Jessi menyerahkan satu lembar surat tugas yang di dalamnya menyertakan nama Cantika sekaligus 2 orang tak bersalah namun terkena getahnya. Jessi dan Shandy. Ketua tim kreatif dan seorang kameramen.

Cantika mengamati kertas putih tergolek tak berdaya di meja, bersisihan dengan 2 mangkuk Soto Betawi, 1 piring kecil emping pelengkap, 1 cup besar boba kloter kedua, sepiring gorengan, dan 2 botol air mineral. 

Tepat sebelah sayap kiri parkiran motor gedung megah ATV tower, terdapat area berderet yang diisi oleh para penjaja makanan dengan rate harga menengah ke bawah. Ada sekitar 10 lapak, yang bisa Cantika dan Jessi pilih menunya. Dari gudeg, soto, warteg, hingga jenis minuman es-esan. Cocok bagi karyawan yang ingin menyisihkan uang demi menabung sekian gram emas di sisa-sisa tanggal dua puluhan. Sedangkan di dalam gedung yang beralamat di jalan Prof. Dr. Satrio ini, sebenarnya telah terdapat area nongkrong cantik yang amat pas digunakan untuk menjamu tamu penting di sofa-sofa empuk milik Coffee Cafe. Atau, minimal bisa dimanfaatkan para pegawai di tanggal muda untuk sekadar selfi kekinian sembari menikmati hidangan pengenyang perut, demi keeksisan album foto ciamik di media sosial. 

"Kita ya?

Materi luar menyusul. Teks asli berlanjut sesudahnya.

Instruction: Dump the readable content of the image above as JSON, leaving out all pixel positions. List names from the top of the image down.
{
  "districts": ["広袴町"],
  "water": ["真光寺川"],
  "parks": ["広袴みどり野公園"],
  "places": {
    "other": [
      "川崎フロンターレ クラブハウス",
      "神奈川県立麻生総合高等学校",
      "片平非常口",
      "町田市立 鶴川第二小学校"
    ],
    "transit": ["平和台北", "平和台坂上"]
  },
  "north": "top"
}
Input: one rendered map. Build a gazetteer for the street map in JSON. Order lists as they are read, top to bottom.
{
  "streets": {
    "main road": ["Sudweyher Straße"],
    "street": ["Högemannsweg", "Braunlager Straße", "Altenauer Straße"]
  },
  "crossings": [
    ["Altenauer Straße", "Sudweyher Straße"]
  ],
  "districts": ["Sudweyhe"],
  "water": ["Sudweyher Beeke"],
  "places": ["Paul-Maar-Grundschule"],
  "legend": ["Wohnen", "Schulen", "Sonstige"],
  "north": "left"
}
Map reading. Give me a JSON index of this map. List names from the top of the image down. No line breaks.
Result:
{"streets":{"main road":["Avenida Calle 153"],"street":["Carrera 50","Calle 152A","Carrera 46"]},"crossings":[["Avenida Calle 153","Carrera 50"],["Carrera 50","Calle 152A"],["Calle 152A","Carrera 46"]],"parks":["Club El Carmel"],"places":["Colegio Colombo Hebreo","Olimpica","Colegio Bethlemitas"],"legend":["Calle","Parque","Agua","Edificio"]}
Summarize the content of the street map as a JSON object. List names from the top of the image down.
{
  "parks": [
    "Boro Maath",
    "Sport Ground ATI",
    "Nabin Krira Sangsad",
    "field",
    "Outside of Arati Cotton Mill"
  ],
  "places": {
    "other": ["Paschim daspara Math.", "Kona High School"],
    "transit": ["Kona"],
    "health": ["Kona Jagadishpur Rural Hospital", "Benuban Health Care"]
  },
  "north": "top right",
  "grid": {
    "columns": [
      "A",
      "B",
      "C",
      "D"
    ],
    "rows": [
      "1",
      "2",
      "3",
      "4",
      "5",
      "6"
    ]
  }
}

Gue sih nggak papa. Lah, kenapa lo sama Shandy keseret?" jawab Cantika seringan bulu. 

"Gue kan kreatif lo. Apa yang keluar dari mulut ceplas-ceplos lo, itu tanggung jawab gue, Mbak Tika sayaangg!"

Si gadis muda itu masih tak terima pada kelakuan kakak tertuanya di ATV. Derajat penekanan yang keluar dari nada bicara Jessi terlihat mendominasi, mengalahkan keriuhan mulutnya yang sedang mengunyah emping.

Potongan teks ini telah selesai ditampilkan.